**Work to be completed:**
From the material below, copy out each line with the word "Country" in it.
══ Information ══
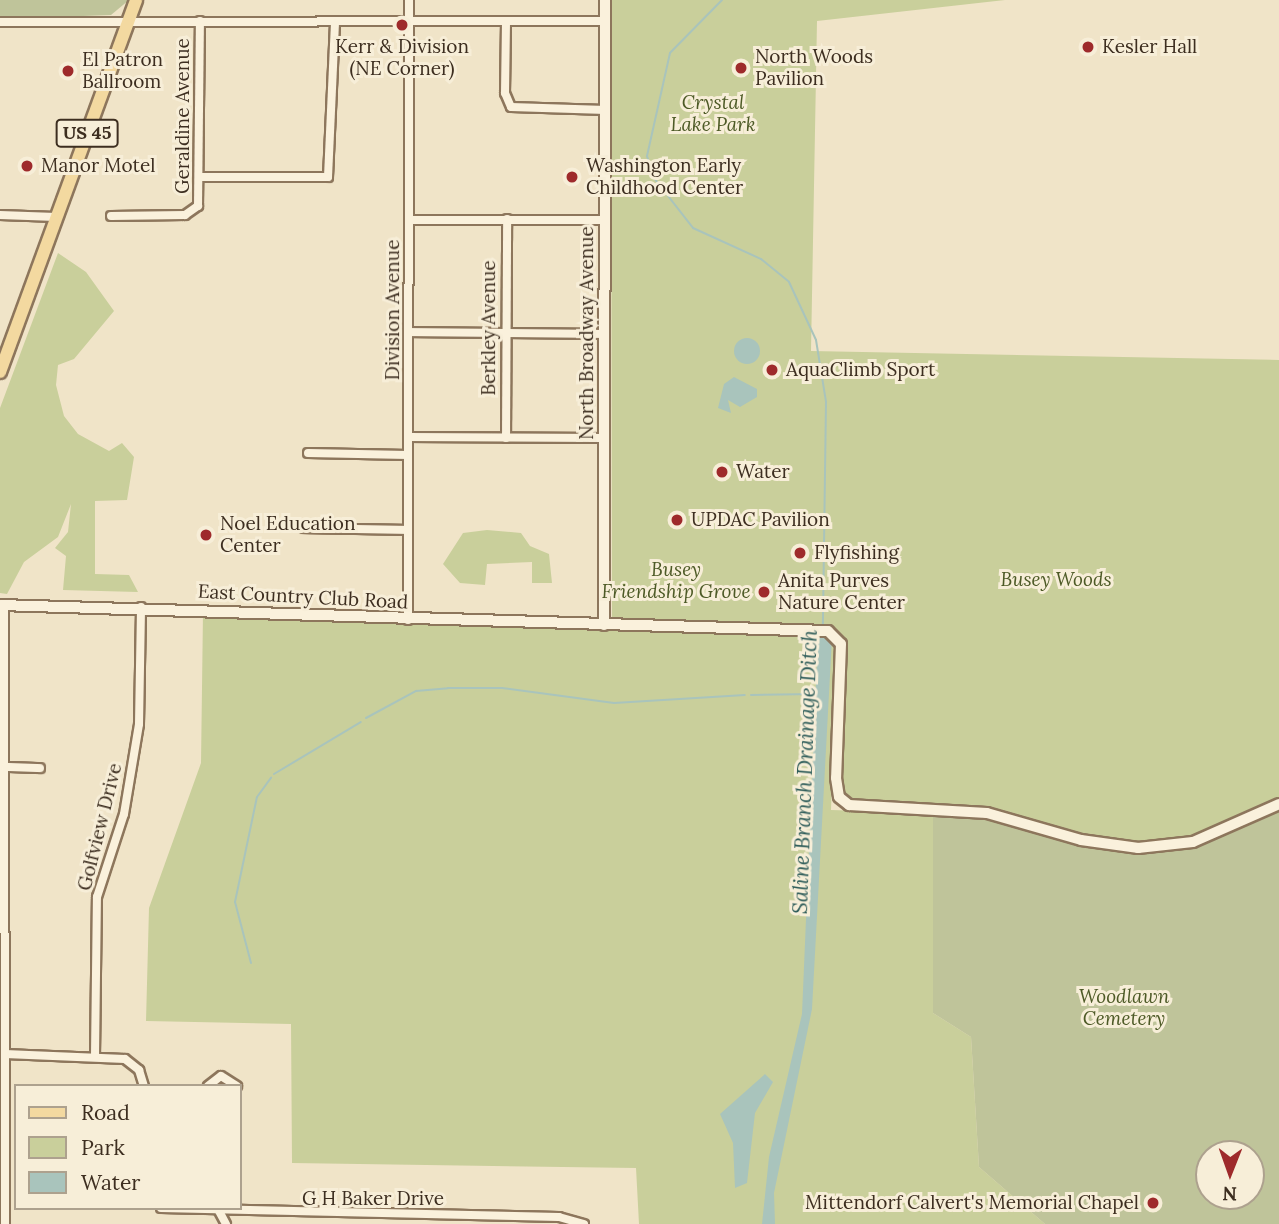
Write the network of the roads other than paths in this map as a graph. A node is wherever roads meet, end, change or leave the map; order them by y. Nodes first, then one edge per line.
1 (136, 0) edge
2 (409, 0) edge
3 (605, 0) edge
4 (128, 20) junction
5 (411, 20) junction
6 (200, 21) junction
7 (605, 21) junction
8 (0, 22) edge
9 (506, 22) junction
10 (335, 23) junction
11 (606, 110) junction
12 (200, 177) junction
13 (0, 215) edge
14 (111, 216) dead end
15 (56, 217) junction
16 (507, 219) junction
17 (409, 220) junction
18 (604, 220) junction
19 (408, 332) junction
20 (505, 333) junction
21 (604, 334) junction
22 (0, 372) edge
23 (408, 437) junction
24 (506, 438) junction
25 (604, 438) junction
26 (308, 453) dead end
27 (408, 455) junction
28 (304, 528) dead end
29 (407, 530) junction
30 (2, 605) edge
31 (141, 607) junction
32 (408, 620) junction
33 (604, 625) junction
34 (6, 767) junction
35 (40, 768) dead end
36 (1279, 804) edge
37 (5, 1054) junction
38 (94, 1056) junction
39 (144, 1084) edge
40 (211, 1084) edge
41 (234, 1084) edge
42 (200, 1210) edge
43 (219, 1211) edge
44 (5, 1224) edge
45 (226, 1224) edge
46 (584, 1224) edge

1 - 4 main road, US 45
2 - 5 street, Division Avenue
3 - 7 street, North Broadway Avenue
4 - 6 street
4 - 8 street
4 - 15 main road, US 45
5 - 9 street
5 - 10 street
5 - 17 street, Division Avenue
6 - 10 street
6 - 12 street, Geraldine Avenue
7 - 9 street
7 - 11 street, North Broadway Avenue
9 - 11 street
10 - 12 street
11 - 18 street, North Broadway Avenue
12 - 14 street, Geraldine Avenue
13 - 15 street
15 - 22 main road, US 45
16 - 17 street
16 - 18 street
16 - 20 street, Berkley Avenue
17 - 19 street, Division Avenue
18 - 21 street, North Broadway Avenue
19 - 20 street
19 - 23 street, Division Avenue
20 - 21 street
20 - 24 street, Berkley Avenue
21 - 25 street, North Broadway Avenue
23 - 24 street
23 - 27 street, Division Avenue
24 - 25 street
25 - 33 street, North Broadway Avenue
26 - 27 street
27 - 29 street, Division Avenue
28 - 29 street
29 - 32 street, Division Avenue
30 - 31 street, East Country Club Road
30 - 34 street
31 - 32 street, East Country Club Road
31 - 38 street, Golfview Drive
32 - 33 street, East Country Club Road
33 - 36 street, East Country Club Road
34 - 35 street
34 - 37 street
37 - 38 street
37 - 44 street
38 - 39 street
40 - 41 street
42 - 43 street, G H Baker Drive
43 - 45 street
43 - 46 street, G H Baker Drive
═══
**Solution to this exercise:**
30 - 31 street, East Country Club Road
31 - 32 street, East Country Club Road
32 - 33 street, East Country Club Road
33 - 36 street, East Country Club Road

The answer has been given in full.